» Problem:
All of the data must be output exactly, with every picture left out.

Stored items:
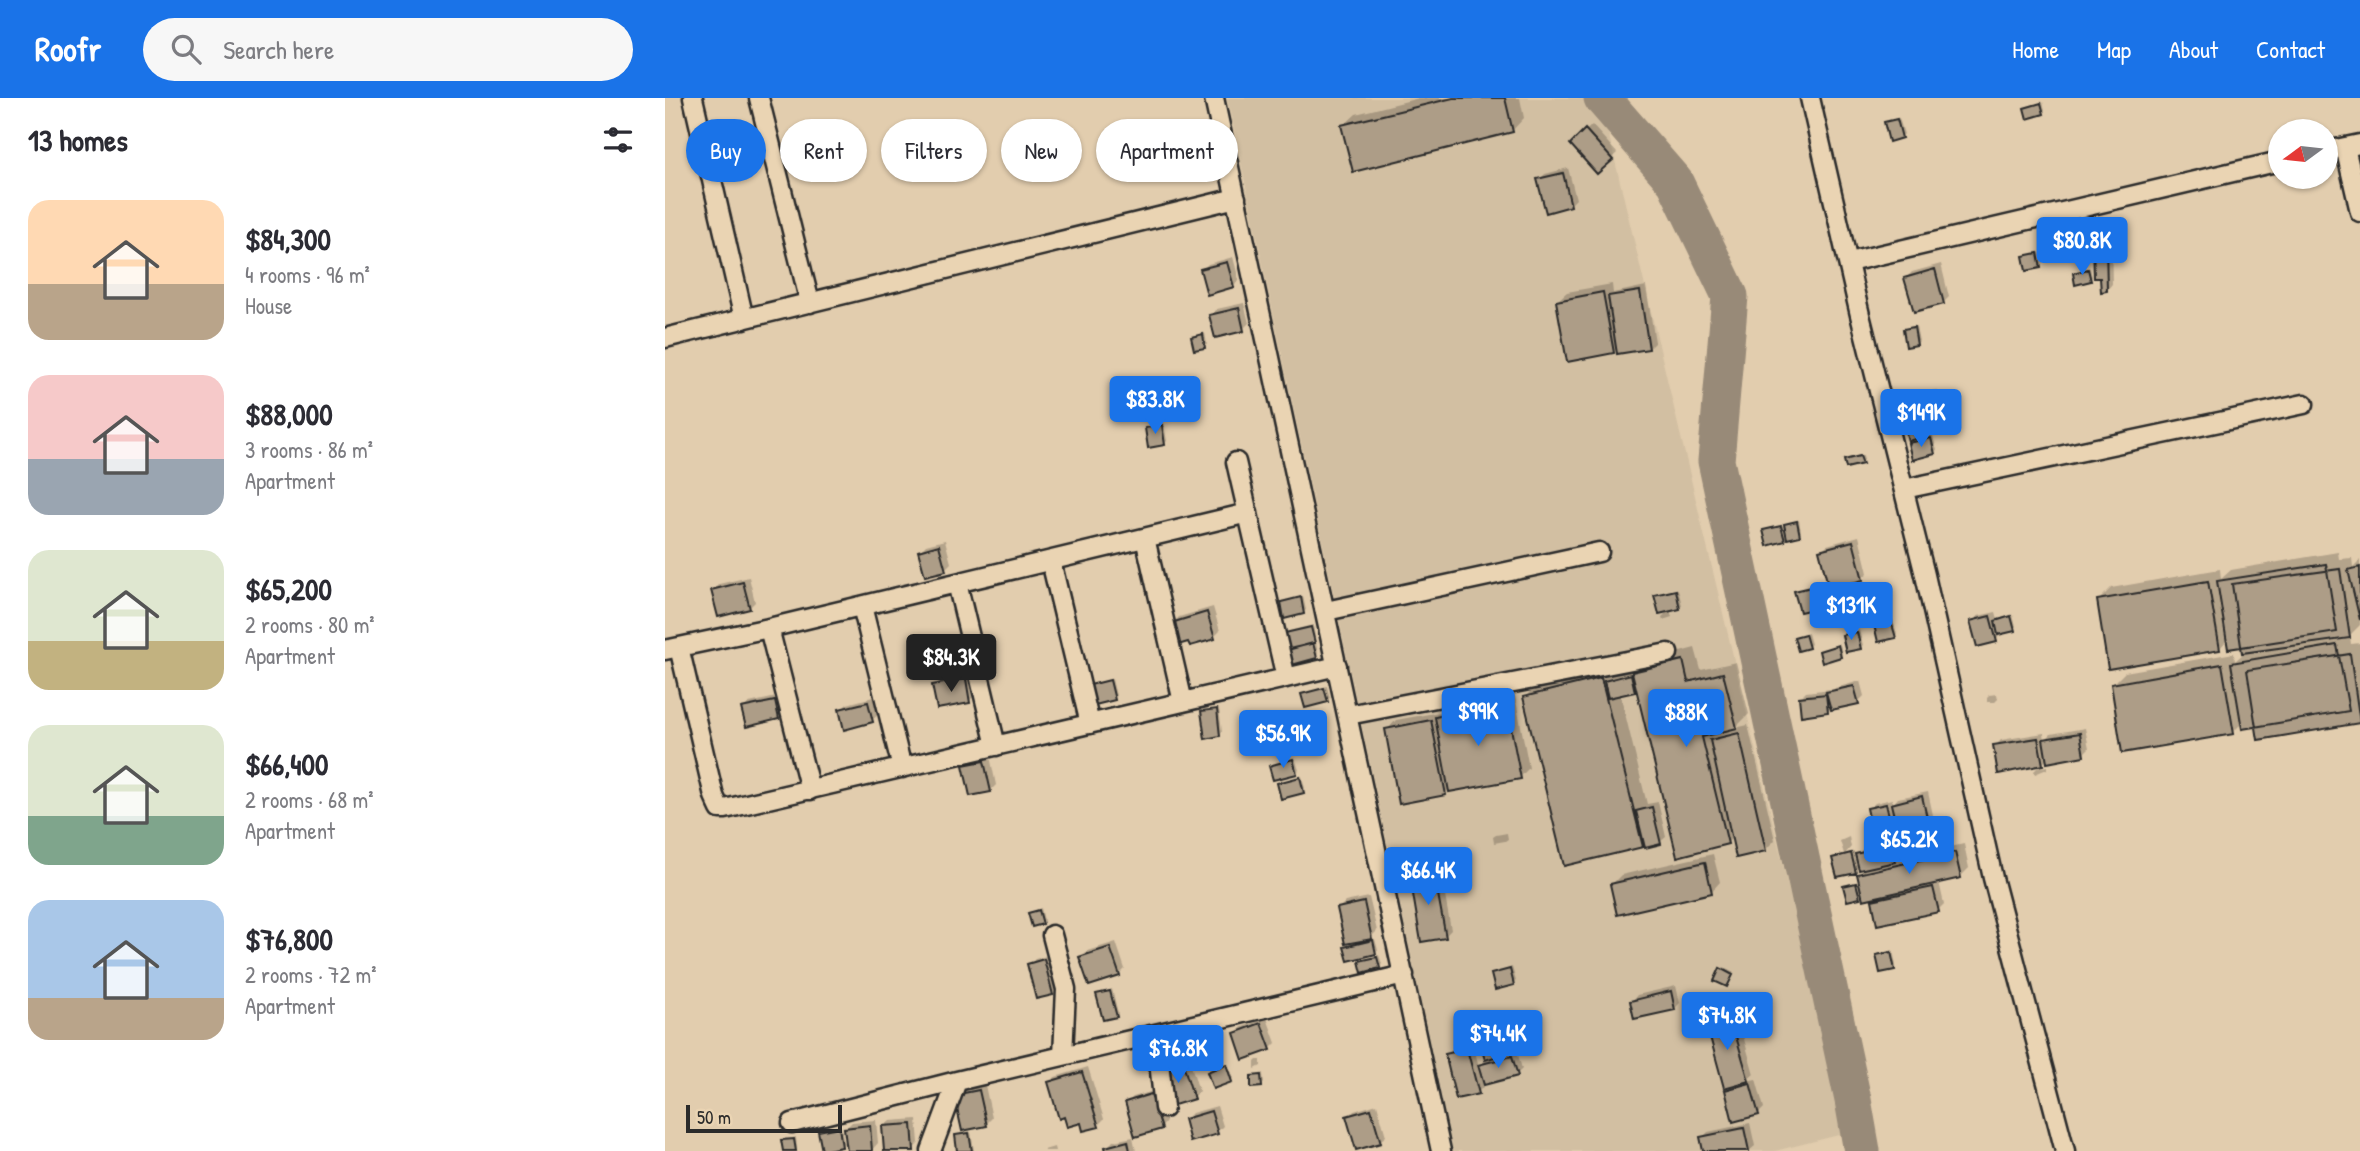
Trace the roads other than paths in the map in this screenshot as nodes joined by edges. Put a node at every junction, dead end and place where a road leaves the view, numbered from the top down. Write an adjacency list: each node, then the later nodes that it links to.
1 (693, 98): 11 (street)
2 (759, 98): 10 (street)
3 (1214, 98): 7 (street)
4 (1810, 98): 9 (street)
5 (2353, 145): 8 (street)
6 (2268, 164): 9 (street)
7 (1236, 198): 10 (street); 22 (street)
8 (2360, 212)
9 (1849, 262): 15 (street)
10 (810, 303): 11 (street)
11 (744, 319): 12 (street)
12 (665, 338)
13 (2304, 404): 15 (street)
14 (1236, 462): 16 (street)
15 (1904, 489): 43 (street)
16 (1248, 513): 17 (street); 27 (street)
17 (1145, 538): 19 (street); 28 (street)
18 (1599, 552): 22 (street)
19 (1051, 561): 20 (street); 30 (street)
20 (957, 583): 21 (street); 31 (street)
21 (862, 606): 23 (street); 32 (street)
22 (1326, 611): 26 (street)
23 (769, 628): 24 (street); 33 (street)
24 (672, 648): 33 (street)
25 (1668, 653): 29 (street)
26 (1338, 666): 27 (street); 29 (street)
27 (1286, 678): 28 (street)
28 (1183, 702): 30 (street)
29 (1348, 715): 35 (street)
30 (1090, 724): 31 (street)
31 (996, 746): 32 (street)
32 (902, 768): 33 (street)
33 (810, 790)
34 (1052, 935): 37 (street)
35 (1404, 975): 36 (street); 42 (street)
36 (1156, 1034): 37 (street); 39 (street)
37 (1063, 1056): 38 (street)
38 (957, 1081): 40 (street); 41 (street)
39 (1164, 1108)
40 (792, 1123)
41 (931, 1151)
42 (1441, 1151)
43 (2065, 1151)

» Response below:
Trace the roads other than paths in the map in this screenshot as nodes joined by edges. Put a node at every junction, dead end and place where a road leaves the view, numbered from the top down. Write an adjacency list: each node, then the later nodes that it links to.
1 (693, 98): 11 (street)
2 (759, 98): 10 (street)
3 (1214, 98): 7 (street)
4 (1810, 98): 9 (street)
5 (2353, 145): 8 (street)
6 (2268, 164): 9 (street)
7 (1236, 198): 10 (street); 22 (street)
8 (2360, 212)
9 (1849, 262): 15 (street)
10 (810, 303): 11 (street)
11 (744, 319): 12 (street)
12 (665, 338)
13 (2304, 404): 15 (street)
14 (1236, 462): 16 (street)
15 (1904, 489): 43 (street)
16 (1248, 513): 17 (street); 27 (street)
17 (1145, 538): 19 (street); 28 (street)
18 (1599, 552): 22 (street)
19 (1051, 561): 20 (street); 30 (street)
20 (957, 583): 21 (street); 31 (street)
21 (862, 606): 23 (street); 32 (street)
22 (1326, 611): 26 (street)
23 (769, 628): 24 (street); 33 (street)
24 (672, 648): 33 (street)
25 (1668, 653): 29 (street)
26 (1338, 666): 27 (street); 29 (street)
27 (1286, 678): 28 (street)
28 (1183, 702): 30 (street)
29 (1348, 715): 35 (street)
30 (1090, 724): 31 (street)
31 (996, 746): 32 (street)
32 (902, 768): 33 (street)
33 (810, 790)
34 (1052, 935): 37 (street)
35 (1404, 975): 36 (street); 42 (street)
36 (1156, 1034): 37 (street); 39 (street)
37 (1063, 1056): 38 (street)
38 (957, 1081): 40 (street); 41 (street)
39 (1164, 1108)
40 (792, 1123)
41 (931, 1151)
42 (1441, 1151)
43 (2065, 1151)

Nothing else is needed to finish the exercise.